March 3, 2011


Last month’s blur of activity has certainly begun to settle out into a smurky* calmness. Things are settling back into the routine. Work in the bakery. Mix the dough. Tenderly place dozens of perfectly shaped loaves into their caskets. Pull them from the oven at just the perfect moment. Run to class. Sit through another lecture. Write down another homework assignment. Chip away at the backlogged homework. Struggle to keep my nose above the waves in the pool of reading assignments. Eat a meal or two. Sleep at normal times. Get up and do it all over again…

And I’m starting to feel it.
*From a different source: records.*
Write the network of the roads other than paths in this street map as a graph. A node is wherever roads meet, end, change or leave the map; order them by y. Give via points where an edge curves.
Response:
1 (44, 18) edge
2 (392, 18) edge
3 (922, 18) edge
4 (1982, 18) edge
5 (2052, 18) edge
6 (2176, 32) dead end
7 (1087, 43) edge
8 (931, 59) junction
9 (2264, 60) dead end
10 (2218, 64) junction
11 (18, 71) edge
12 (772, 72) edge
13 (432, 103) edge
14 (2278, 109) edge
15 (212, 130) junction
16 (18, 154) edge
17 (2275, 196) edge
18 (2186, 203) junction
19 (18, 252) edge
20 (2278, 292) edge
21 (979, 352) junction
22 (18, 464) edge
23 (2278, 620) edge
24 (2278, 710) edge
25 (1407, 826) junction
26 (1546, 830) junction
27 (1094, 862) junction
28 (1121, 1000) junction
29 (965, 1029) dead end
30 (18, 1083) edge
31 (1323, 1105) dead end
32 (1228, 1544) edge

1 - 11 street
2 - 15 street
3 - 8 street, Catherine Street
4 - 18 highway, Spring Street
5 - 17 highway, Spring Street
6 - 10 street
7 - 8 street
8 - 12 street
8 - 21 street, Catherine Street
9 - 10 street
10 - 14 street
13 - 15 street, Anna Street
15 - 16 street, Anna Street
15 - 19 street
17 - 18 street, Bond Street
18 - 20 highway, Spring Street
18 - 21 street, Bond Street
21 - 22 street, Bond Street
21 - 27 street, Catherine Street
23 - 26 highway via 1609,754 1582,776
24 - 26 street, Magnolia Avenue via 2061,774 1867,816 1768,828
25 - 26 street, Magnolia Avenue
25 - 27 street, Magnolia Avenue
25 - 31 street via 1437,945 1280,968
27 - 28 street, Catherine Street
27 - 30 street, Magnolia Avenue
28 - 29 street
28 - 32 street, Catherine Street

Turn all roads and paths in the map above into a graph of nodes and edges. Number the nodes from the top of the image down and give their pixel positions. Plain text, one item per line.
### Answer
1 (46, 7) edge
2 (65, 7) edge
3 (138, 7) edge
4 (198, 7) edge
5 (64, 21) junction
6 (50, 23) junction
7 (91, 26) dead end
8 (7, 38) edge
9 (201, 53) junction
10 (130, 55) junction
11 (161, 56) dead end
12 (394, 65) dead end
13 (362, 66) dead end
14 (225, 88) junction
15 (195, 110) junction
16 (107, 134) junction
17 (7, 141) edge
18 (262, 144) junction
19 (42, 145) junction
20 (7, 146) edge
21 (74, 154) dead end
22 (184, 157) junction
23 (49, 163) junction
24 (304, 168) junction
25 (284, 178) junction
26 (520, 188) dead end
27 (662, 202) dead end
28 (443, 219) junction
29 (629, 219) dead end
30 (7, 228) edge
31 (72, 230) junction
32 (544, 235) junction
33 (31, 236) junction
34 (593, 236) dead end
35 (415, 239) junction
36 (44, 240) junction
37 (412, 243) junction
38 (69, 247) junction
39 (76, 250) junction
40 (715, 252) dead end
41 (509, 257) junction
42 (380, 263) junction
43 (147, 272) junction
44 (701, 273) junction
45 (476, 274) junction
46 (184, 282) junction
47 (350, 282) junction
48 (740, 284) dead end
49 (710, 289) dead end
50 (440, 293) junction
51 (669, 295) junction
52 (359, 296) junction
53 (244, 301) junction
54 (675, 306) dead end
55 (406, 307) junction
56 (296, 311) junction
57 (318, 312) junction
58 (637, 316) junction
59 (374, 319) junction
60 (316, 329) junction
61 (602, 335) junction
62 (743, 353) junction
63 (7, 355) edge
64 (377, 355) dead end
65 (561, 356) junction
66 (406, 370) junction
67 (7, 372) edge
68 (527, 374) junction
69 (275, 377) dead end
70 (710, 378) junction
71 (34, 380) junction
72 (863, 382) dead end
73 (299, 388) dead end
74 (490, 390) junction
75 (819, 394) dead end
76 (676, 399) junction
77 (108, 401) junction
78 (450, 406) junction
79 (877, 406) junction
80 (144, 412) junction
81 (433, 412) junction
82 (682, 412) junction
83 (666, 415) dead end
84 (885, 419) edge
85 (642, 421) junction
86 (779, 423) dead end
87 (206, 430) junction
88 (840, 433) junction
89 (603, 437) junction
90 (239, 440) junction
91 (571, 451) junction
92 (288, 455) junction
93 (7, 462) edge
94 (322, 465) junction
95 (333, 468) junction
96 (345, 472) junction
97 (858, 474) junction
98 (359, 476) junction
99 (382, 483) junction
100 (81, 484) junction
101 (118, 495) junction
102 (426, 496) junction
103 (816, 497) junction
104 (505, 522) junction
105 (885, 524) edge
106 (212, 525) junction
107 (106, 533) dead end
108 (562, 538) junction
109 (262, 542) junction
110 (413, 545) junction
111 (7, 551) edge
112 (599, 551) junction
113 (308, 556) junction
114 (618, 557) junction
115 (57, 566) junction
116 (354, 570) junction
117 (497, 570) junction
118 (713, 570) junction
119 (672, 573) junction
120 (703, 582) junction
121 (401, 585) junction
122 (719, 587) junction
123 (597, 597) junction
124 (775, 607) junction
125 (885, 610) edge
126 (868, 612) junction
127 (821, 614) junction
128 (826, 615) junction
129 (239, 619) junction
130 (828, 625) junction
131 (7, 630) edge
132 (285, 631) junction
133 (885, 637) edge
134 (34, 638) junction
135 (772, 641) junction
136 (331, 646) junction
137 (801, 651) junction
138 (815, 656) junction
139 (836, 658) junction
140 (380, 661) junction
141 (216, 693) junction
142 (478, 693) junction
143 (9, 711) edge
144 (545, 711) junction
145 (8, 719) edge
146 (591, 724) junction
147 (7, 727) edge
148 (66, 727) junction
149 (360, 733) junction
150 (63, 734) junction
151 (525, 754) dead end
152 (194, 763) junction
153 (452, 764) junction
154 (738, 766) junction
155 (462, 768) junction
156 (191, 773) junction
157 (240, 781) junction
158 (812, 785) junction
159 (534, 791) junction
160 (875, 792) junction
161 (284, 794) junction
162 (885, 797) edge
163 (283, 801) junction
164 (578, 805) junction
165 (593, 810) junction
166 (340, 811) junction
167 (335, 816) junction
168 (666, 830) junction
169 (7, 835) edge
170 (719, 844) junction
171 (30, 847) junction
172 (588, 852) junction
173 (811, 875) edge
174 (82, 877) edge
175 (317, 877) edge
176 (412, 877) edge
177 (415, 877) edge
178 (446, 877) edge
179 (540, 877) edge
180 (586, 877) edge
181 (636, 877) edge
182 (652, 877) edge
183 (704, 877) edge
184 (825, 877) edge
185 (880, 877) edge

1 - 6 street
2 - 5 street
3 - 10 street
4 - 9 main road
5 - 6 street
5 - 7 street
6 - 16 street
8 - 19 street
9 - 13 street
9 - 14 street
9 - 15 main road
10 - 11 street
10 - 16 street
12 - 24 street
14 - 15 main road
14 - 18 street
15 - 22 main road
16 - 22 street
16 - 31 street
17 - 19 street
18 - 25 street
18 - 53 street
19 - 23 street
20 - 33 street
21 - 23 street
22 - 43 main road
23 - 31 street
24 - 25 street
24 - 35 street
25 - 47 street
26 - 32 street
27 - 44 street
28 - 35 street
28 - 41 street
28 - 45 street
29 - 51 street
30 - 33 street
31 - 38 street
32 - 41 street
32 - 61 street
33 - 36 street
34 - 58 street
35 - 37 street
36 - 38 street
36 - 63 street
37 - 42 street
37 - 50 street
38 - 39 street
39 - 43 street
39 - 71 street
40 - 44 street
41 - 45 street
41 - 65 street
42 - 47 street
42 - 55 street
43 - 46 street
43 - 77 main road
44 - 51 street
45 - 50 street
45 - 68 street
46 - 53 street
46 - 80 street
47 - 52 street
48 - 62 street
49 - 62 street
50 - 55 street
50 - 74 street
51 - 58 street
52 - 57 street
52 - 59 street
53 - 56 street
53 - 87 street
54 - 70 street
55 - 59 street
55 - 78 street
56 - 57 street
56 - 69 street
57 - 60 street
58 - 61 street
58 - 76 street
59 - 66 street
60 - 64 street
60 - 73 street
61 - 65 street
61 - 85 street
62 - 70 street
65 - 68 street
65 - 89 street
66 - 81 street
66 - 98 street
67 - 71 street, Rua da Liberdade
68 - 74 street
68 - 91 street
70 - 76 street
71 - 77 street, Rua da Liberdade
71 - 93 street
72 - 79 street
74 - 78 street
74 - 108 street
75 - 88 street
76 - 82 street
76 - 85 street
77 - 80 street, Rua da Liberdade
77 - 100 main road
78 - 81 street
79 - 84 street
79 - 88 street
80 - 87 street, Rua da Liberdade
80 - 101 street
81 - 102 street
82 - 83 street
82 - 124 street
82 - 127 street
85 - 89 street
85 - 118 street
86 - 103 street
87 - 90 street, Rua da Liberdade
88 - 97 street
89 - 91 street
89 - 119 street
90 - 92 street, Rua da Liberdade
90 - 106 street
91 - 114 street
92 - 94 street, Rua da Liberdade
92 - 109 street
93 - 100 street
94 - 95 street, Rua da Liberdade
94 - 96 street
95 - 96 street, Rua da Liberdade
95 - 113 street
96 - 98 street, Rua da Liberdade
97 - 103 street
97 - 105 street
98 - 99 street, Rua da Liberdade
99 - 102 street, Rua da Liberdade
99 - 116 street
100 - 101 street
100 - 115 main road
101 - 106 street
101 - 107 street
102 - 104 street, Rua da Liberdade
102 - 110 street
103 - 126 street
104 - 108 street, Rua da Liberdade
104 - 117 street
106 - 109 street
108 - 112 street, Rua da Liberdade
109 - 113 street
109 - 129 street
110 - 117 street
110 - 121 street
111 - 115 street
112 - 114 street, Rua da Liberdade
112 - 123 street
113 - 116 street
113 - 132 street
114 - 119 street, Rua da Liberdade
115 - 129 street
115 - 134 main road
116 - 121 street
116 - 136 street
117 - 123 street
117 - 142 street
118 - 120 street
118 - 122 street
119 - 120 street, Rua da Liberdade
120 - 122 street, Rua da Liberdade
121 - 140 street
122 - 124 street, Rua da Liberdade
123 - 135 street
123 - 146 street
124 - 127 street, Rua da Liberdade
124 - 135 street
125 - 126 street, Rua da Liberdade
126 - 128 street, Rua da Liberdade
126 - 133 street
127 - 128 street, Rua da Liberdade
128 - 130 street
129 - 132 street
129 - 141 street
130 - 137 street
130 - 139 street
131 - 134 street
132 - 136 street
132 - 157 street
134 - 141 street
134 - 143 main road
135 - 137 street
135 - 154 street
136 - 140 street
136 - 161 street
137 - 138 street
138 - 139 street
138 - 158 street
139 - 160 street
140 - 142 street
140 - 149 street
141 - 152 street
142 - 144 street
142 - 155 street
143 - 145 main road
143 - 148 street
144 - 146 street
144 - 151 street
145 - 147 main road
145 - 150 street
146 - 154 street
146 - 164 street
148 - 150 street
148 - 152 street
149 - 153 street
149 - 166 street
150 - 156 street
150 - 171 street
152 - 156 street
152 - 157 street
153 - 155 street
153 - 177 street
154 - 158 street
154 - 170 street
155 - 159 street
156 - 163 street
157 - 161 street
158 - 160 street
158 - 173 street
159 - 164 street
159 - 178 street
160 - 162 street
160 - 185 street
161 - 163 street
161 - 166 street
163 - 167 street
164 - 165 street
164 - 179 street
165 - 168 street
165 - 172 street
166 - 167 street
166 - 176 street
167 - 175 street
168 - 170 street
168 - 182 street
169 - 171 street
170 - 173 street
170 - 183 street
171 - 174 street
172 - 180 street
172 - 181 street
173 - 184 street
It’s not a feeling that comes often, but I nevertheless recognize it as an old friend. It’s that little, restless thought that “things are getting so normal.” No braving icy roads with a canvassing van. No breaking, pressing, everybody-is-going-to-starve-if-you-don’t-get-this-done deadlines. No late nights in the cafeteria washing stacks of dishes after everyone else has gone home. No team to organize and motivate. No canvassing leader vs. police episodes. No late nights coupled with impossibly early mornings. No constantly vibrating cell phone. No adrenaline. No drive. No motivation. Just the routine. I call it normalness. Granted I’m not good at managing people, nor do I handle stress as well as I might…but I love it, I thrive on it, and I miss it, and I can’t help but seek out every opportunity to get more of it.

But for now, for the sake of my health, sanity, and spiritual well-being, I must accept this time of dealing with normalness. (Thank you, Jaimie, for this reminder.)

For me, normalness comes as a kind of awkward, eery silence– kind of like when you’re in the middle of a loud, busy, crazy dream, and all of a sudden you wake up and it’s pitch-black dark and oh, so silent. After the noise, rush and energy, normalness is quiet, dark and, well, a little smurky– and in the stillness my thoughts seem to throb as loud as a passing freight train. And there in the dark stillness of normalness I refocus, re-center, and re-prioritize. I need that time, much as I naturally dislike it. We’ve all got to come away sometimes.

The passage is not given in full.